My own speakers were bought from an estate sale where the Widow told me her Husband’s System which was sold to a dealer was approx £100 K in total purchase value.

The Speakers weren’t Branded and not taken by the Dealer.

When picking up the Speakers, I gave the Seller very valuable advice on learning the Value of the Substantial Vinyl Album collection, where much of the collection was Classical.

She was now with new info to use and was to delegate the Grandchildren to getting an initial value using the Albums EAN No..

Classical Albums can acquire quite a sum as a purchase price, I hope some Gems were extracted for selling on.

 

 

@lewm With a very expensive Earthworks microphone.
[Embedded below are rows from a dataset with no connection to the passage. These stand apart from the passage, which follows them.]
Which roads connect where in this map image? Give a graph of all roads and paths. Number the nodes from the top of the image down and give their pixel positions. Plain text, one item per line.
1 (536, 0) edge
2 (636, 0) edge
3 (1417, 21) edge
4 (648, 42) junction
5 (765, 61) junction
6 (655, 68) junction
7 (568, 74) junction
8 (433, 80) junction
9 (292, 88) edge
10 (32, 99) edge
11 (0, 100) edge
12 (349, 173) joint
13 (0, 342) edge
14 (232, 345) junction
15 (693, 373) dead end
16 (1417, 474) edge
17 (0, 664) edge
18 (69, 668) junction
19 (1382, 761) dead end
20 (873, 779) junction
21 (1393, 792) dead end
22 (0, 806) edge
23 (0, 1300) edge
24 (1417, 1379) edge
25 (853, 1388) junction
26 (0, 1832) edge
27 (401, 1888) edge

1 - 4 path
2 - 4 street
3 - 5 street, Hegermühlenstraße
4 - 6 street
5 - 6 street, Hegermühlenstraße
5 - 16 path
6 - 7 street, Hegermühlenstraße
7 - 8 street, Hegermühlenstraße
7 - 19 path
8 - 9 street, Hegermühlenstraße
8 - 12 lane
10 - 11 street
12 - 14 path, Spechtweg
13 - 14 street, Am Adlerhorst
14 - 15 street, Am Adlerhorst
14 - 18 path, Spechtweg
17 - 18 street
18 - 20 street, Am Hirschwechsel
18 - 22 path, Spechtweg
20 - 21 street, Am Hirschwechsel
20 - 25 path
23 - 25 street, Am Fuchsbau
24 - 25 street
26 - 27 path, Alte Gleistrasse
It is perfectly flat from 10 Hz to 30 kHz. They send each mic with it's own curve. If you had already modified your speakers the JC 1s would not have liked it at all. I blew mine up. Both died within 30 seconds of each other. Live and learn. Fortunately, I got them open box, but it was still the most expensive mistake I ever made. I was going to use them on subwoofers having already gotten the MA 2s. One of the MA2s got into trouble. After a driver tube shorted out two resisters and a voltage regulator burn out. While I was waiting for parts from Ralph I pressed the JC 1s back into service after I modified the backplates. Live and learn. Where your system rolls off is entirely dependent on the output impedance of your amps. My MA 2s have an output impedance of 1.75 ohms. 
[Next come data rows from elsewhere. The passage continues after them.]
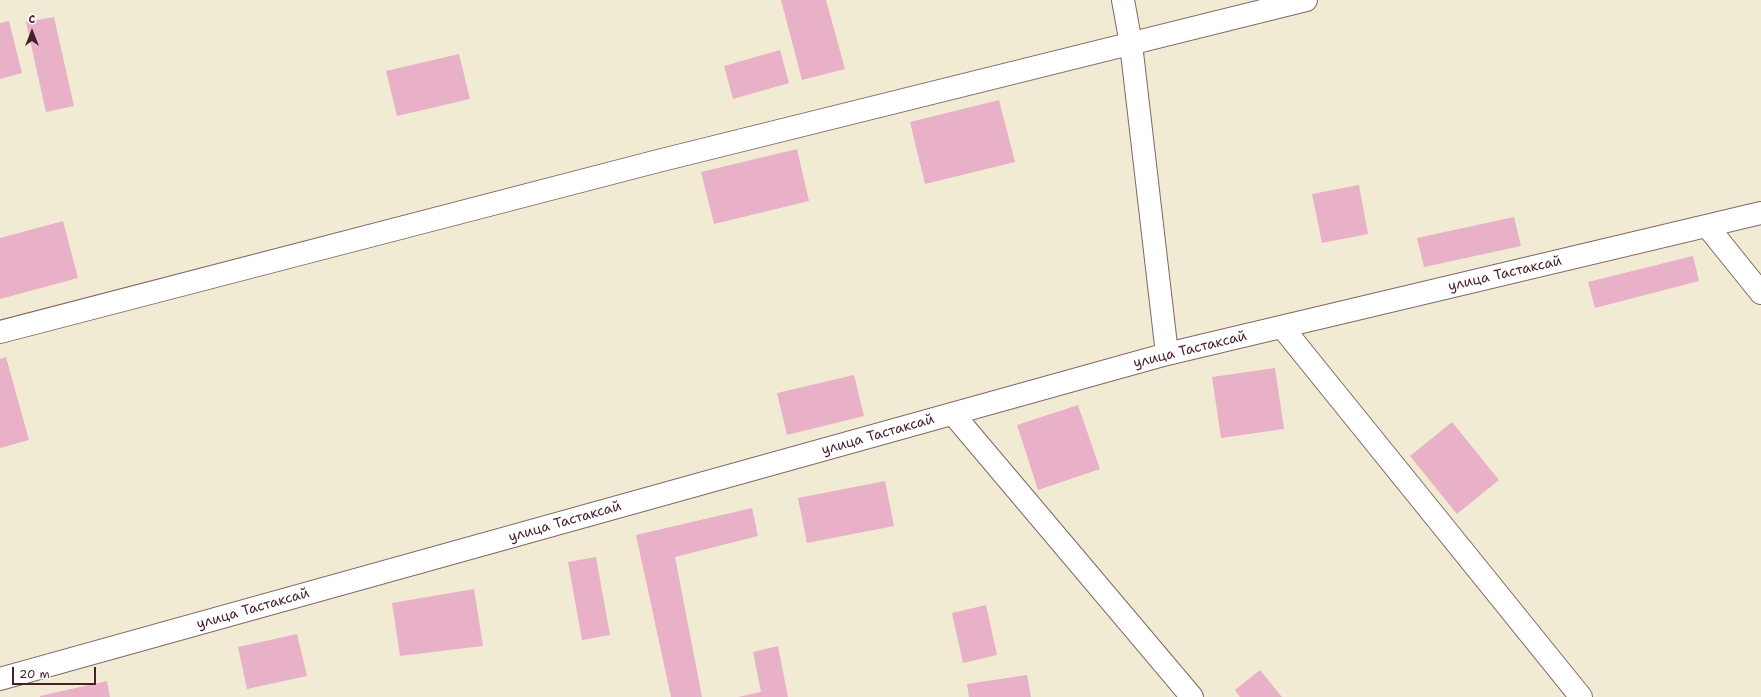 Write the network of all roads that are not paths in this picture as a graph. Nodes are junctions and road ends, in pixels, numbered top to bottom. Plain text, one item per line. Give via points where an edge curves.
1 (1123, 0) edge
2 (1306, 0) edge
3 (1131, 44) junction
4 (1761, 213) edge
5 (1707, 226) junction
6 (1761, 293) edge
7 (1282, 327) junction
8 (0, 332) edge
9 (1167, 354) junction
10 (953, 414) junction
11 (0, 679) edge
12 (1192, 697) edge
13 (1582, 697) edge

1 - 3 street
2 - 3 street
3 - 8 street via 658,161
3 - 9 street
4 - 5 street, улица Тастаксай
5 - 6 street
5 - 7 street, улица Тастаксай
7 - 9 street, улица Тастаксай
7 - 13 street
9 - 10 street, улица Тастаксай
10 - 11 street, улица Тастаксай
10 - 12 street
@pindac I believe that is a super tweeter. Must of us would not be able to tell if it was present. It would also be a mistake to put it into a system based on dipole line source speakers as it's contribution would change with distance. I once experimented with  Magnepan Ribbon tweeters on my Acoustat 2+2s. Eventually I reverted to the plain loudspeaker. ESLs have a characteristic no other speaker can emulate. Having one driver than handles everything from 100 Hz to 20 kHz without any interference between the amp and the speaker is special. The image is spectacular. I do love estate sales. You can waltz into some incredible deals. 

@richardbrand I cannot imagine owning a speaker that could be so easily blown. In my hands it would not last 5 minutes. There is no excuse for a speaker to be so fragile. The materials exist today that can be used to make a totally bullet proof ESL panel. They existed back in 1978! Jim Strickland made a bullet proof panel back then. I can rap the diaphragms against the stators without any damage. The transformers are the elements that are potentially fragile particularly with amps that are clipping. I have blown amps and transformers but never the speaker itself. 

@rauliruegas Their Sharon Excalibur is quite the loudspeaker. I would love to hear them. The price is listed "on request" 

@richardbrand Do you realize that you have just noted that every great speaker designer is absurd, that the laws of acoustics are flawed. Don't listen to me. Get The Loudspeaker Handbook by John Eargle. It is written in terms most lay people can understand. Learn what you are talking about before you spew out ridiculous concepts. The British don't like music? I think you need to listen to V.W.'s The Lark Ascending.